- Greenwell Springs Location of Greenwell Springs in Louisiana Greenwell Springs Greenwell Springs (the United States)
- Coordinates: 30°34′47″N 90°59′39″W﻿ / ﻿30.57972°N 90.99417°W
- Country: United States
- State: Louisiana
- Parish: East Baton Rouge
- Elevation: 53.84 ft (16.41 m)

Population (2007)
- • Total: 10,687
- Time zone: UTC-6 (CST)
- • Summer (DST): UTC-5 (CDT)
- ZIP code: 70739
- Area code: 225

= Greenwell Springs, Louisiana =

Greenwell Springs is an area of Central, Louisiana, United States, a city in the Baton Rouge metropolitan area. It was previously distinct unincorporated community in East Baton Rouge Parish. The ZIP code for this area is 70739.

==History==
In the 1850s, Robert W. Greenwell purchased land in the area of what is now known as Greenwell Springs, and began developing the area into a rural resort that was built around 10 medicinal springs. Despite the springs being in proximity to each other, each spring was said to have very different and distinct mineral properties from the others. This is thought to have indicated the springs each came from different levels beneath the ground.

The resort area became known as the Greenwell Springs Hotel, and was used during the Civil War as a headquarters and staging area by Confederate General John Breckinridge. Prior to the Battle of Baton Rouge in April 1862, Breckinridge's forces marched west to attack Union forces that had occupied the city. After the battle, Confederate forces retreated back to the Greenwell Springs Hotel and used it as a hospital for wounded troops. Both Union and Confederate troops were buried on the grounds of the hotel in unmarked graves. During the war, Robert W. Greenwell joined the Confederate Army, and served as a captain. He was the commander of the East Baton Rouge Guards, which was then Company F, 3rd Louisiana Cavalry, during the Battle of Port Hudson.

After the war, most of the resort village known as Greenwell Springs, as well as the Greenwell Springs Hotel, was torn down. The lumber from these buildings was used to help rebuild structures in Baton Rouge that had been damaged or destroyed during the war. In 1910, a new Greenwell Springs Hotel was built on the site of the old hotel. A new springhouse was built at the same time as the new hotel. A short time after construction was completed, the springs stopped flowing. The loss of the springs was believed to be because the mouths of the springs were opened too wide which resulted in a loss of water pressure. With the absence of the springs, the new hotel soon lost appeal and was closed down. In 1920, the Greenwell Springs Hotel burned down. The State of Louisiana later bought the property to use as a tuberculosis hospital and eventually as a mental hospital known as Greenwell Springs Hospital. It was during this time that the springs began to flow again.

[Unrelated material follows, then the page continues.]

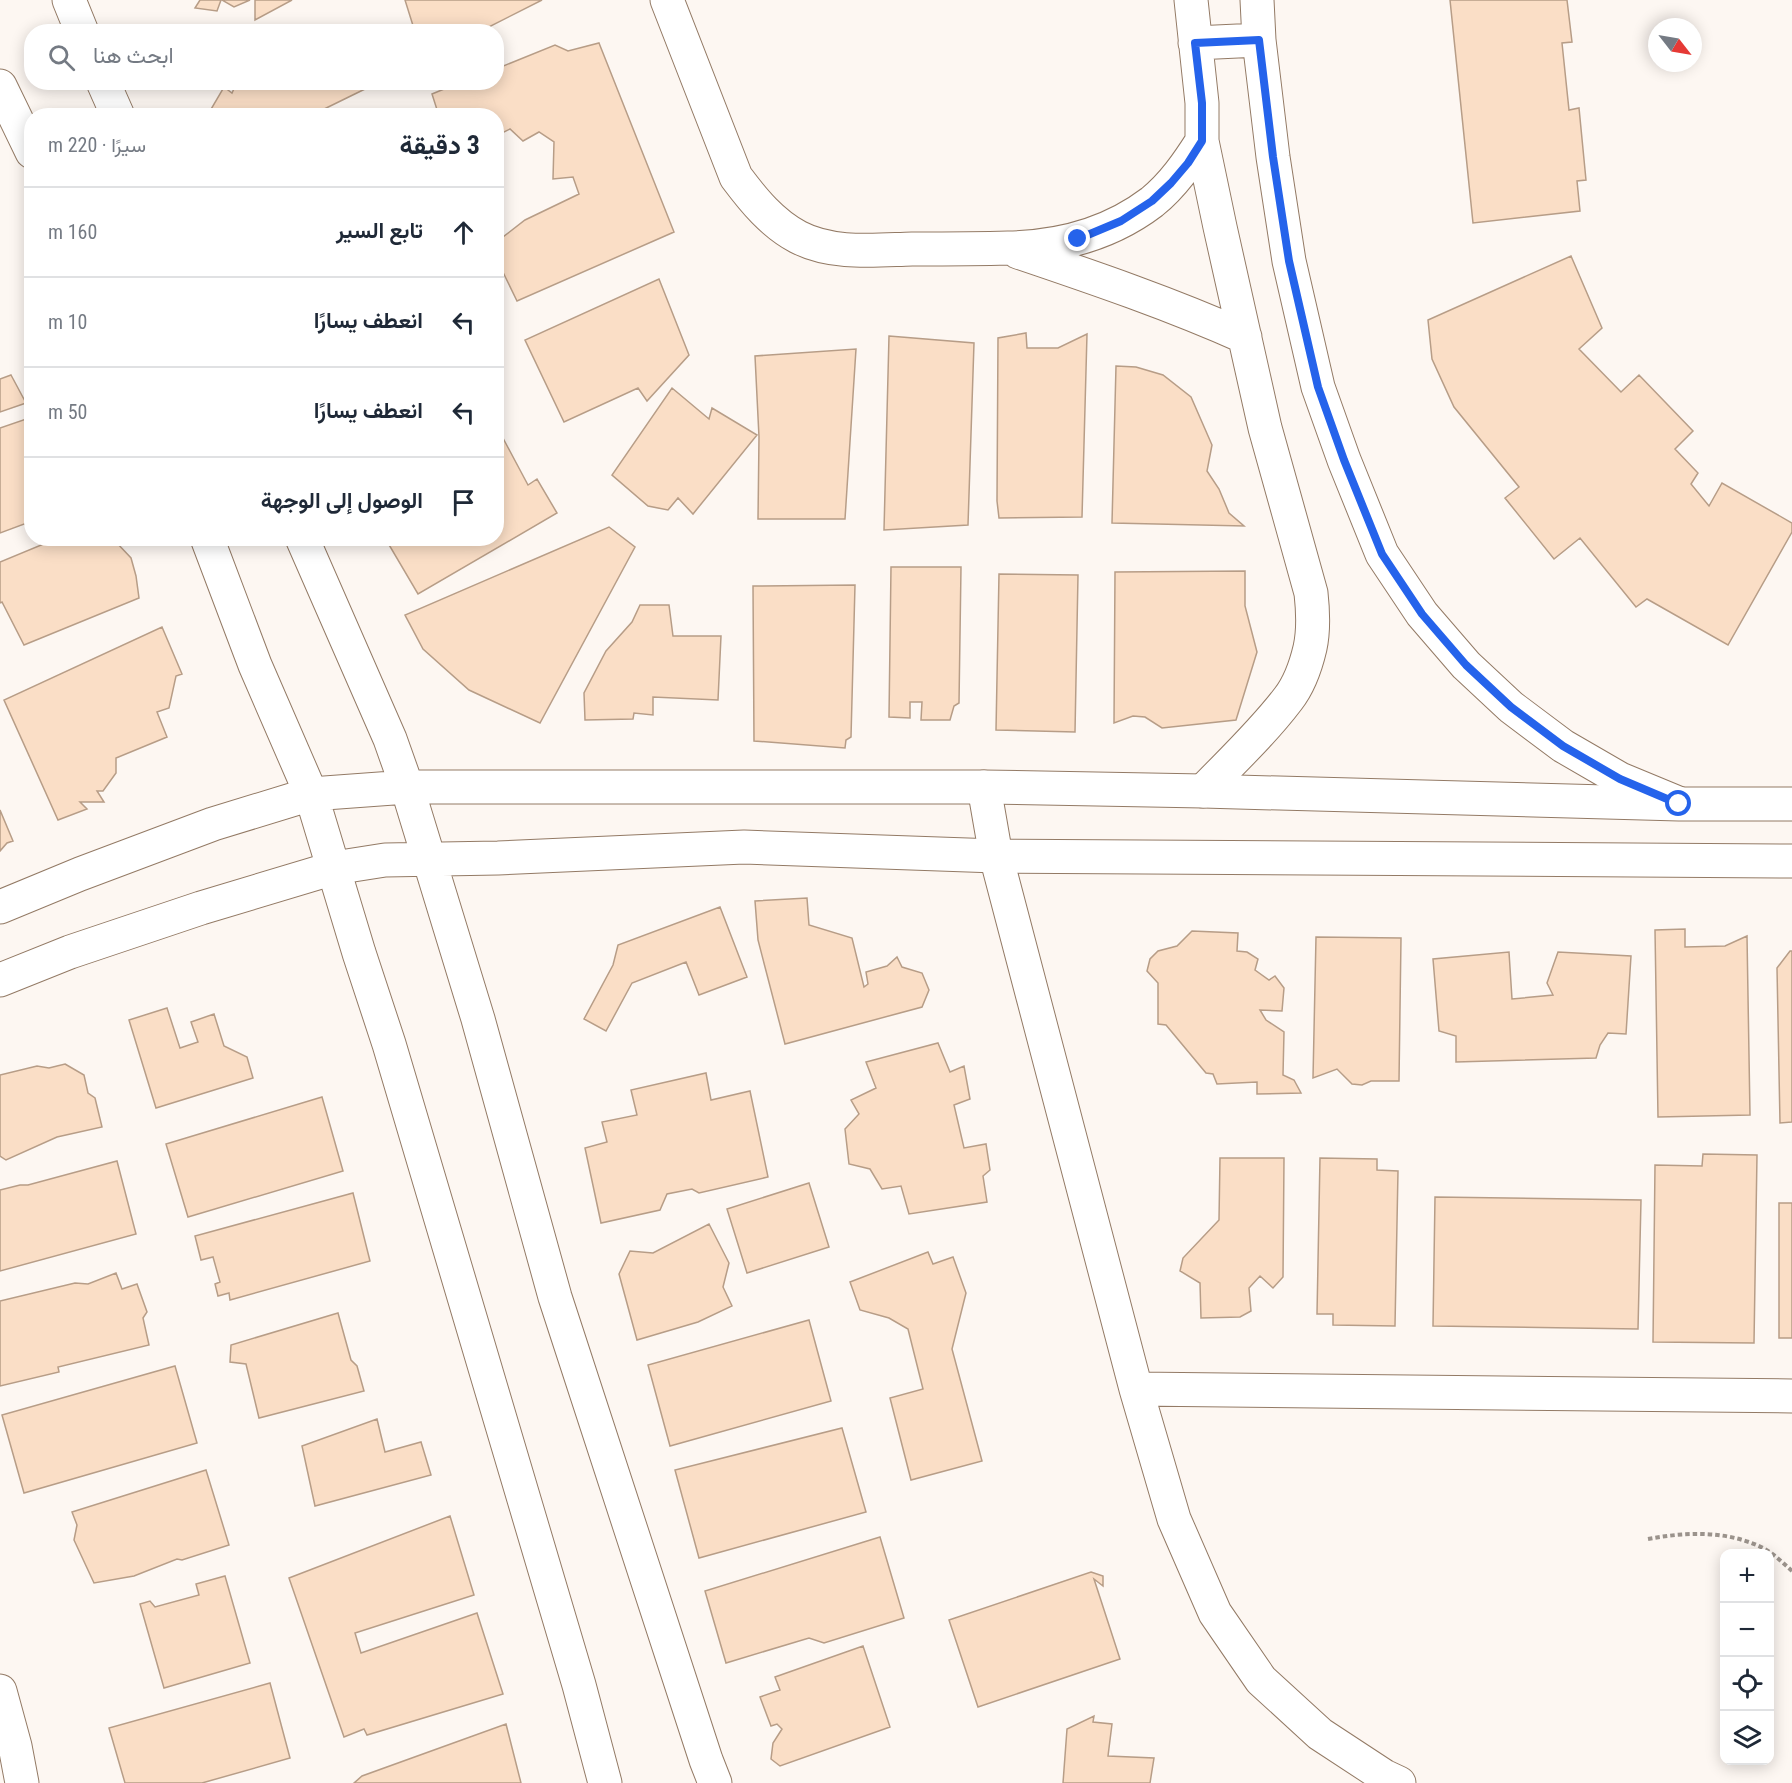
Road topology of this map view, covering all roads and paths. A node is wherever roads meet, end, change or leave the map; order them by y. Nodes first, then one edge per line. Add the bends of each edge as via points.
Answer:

In April 2005, the unincorporated community of Greenwell Springs became part of the territory of the newly incorporated city known as Central.

It is the home of former Louisiana State Senator Gaston Gerald, a farmer/rancher in East Baton Rouge and Washington Parishes. Former State Representative Clif Richardson resides there.

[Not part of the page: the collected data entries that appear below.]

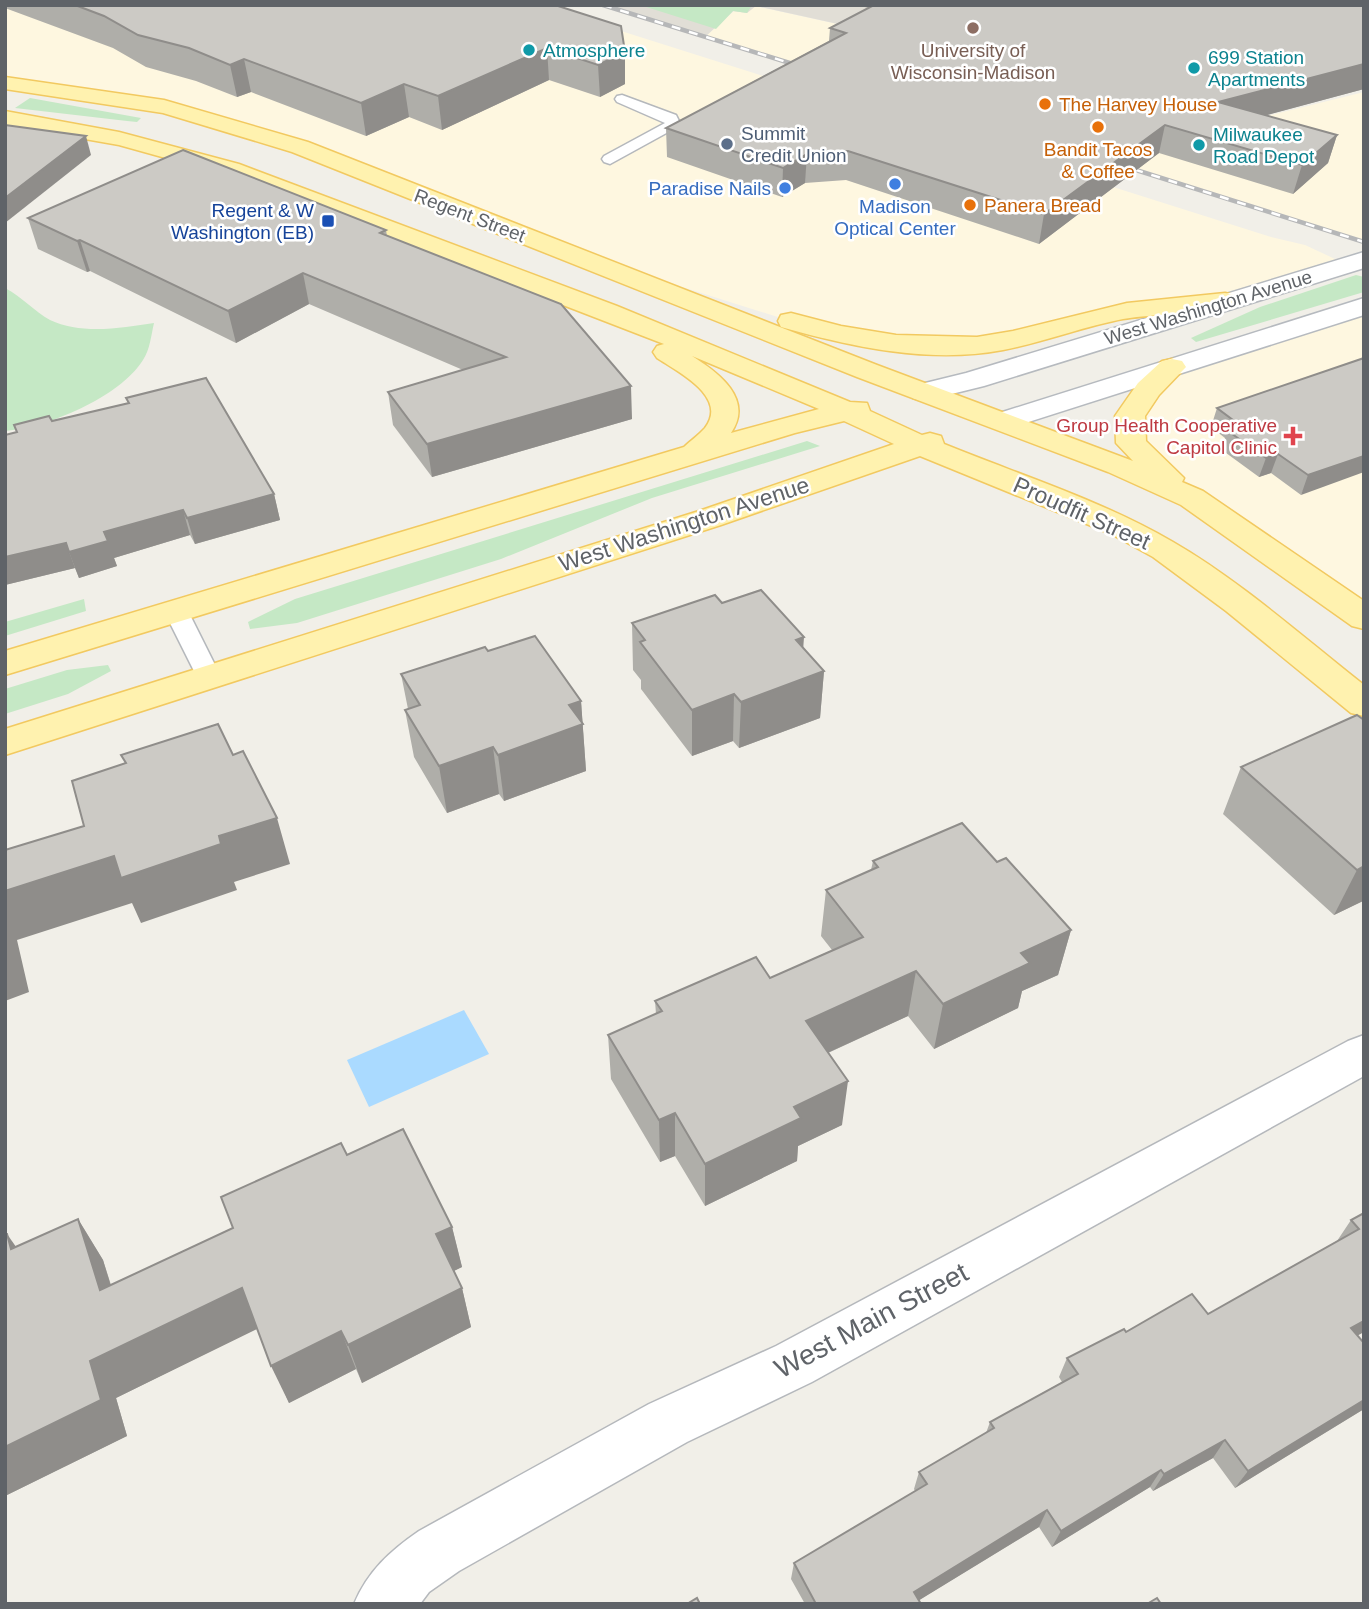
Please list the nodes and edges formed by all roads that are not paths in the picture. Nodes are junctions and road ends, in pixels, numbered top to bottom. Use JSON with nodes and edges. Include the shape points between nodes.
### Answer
{"nodes":[{"id":1,"x":5,"y":83,"type":"edge"},
{"id":2,"x":622,"y":99,"type":"edge"},
{"id":3,"x":5,"y":118,"type":"edge"},
{"id":4,"x":610,"y":159,"type":"dead end"},
{"id":5,"x":549,"y":245,"type":"junction"},
{"id":6,"x":1364,"y":260,"type":"edge"},
{"id":7,"x":1225,"y":301,"type":"junction"},
{"id":8,"x":1364,"y":306,"type":"edge"},
{"id":9,"x":608,"y":312,"type":"junction"},
{"id":10,"x":1172,"y":367,"type":"junction"},
{"id":11,"x":923,"y":391,"type":"junction"},
{"id":12,"x":846,"y":411,"type":"junction"},
{"id":13,"x":1003,"y":421,"type":"junction"},
{"id":14,"x":920,"y":445,"type":"junction"},
{"id":15,"x":693,"y":455,"type":"junction"},
{"id":16,"x":1192,"y":498,"type":"junction"},
{"id":17,"x":176,"y":611,"type":"junction"},
{"id":18,"x":1364,"y":618,"type":"edge"},
{"id":19,"x":5,"y":663,"type":"edge"},
{"id":20,"x":209,"y":677,"type":"junction"},
{"id":21,"x":1364,"y":704,"type":"edge"},
{"id":22,"x":5,"y":742,"type":"edge"},
{"id":23,"x":1364,"y":1054,"type":"edge"},
{"id":24,"x":385,"y":1600,"type":"edge"}],
"edges":[{"from":1,"to":5,"type":"main road","name":"Regent Street","via":[[108,97],[211,119],[300,147]]},
{"from":2,"to":4,"type":"lane","via":[[671,118],[673,125]]},
{"from":3,"to":9,"type":"main road","name":"Regent Street","via":[[179,151]]},
{"from":5,"to":7,"type":"main road","via":[[803,325],[921,346],[1000,342],[1163,304]]},
{"from":5,"to":11,"type":"main road","name":"Regent Street"},
{"from":6,"to":7,"type":"street","name":"West Washington Avenue"},
{"from":7,"to":11,"type":"street","name":"West Washington Avenue","via":[[974,380]]},
{"from":8,"to":10,"type":"street","name":"West Washington Avenue"},
{"from":9,"to":12,"type":"main road","name":"Regent Street"},
{"from":9,"to":15,"type":"main road","via":[[710,381],[724,399],[721,427]]},
{"from":10,"to":13,"type":"street","name":"West Washington Avenue"},
{"from":10,"to":16,"type":"main road","via":[[1148,389],[1130,416],[1131,443]]},
{"from":11,"to":12,"type":"main road","name":"West Washington Avenue"},
{"from":11,"to":13,"type":"main road"},
{"from":12,"to":14,"type":"main road","name":"Proudfit Street"},
{"from":12,"to":15,"type":"main road","name":"West Washington Avenue"},
{"from":13,"to":14,"type":"main road","name":"West Washington Avenue"},
{"from":13,"to":16,"type":"main road"},
{"from":14,"to":20,"type":"main road","name":"West Washington Avenue","via":[[697,522]]},
{"from":14,"to":21,"type":"main road","name":"Proudfit Street","via":[[1080,509],[1164,550]]},
{"from":15,"to":17,"type":"main road","name":"West Washington Avenue"},
{"from":16,"to":18,"type":"main road"},
{"from":17,"to":19,"type":"main road","name":"West Washington Avenue"},
{"from":17,"to":20,"type":"lane"},
{"from":20,"to":22,"type":"main road","name":"West Washington Avenue"},
{"from":23,"to":24,"type":"street","name":"West Main Street","via":[[794,1364],[656,1430],[439,1551],[409,1573]]}]}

==Government and infrastructure==
The Central Fire Protection District #4 operates fire stations and provides fire-protection services. Central Fire Station #33 is located within Greenwell Springs.

The U.S. Postal Service operates the Greenwell Springs Post Office.

==Climate==
The climate in this area is characterized by hot, humid summers and generally mild to cool winters. According to the Köppen climate classification, Greenwell Springs has a humid subtropical climate, Cfa on climate maps.

==Education==
The community is currently served by the Central Community School System, including Bellingrath Hills Elementary School (PreK-Kindergarten), Tanglewood Elementary School (grades 1-2), Central Intermediate School (grades 3-5), Central Middle School (grades 6-8), and Central High School (9-12). Bellingrath Hills is within Greenwell Springs.

The schools were acquired from the East Baton Rouge Parish Public Schools in 2007.

Prior to the acquisition:
- Portions of the area were zoned to Bellingrath Hills Elementary School, while others were zoned to Northeast Elementary School in Pride.
- Central Middle School and Northeast Middle School in Pride served sections
- Central High School and Northeast High School in Pride served sections

A private Catholic K-8 school, St. Alphonsus Catholic School, is in Greenwell Springs. It is under the Roman Catholic Diocese of Baton Rouge. Established in 1963 as a grade 1-4 school, its initial enrollment was 131.

==Notable people==
- Dalton W. Honoré, state representative for District 63 in East Baton Rouge Parish, formerly resided in Greenwell Springs.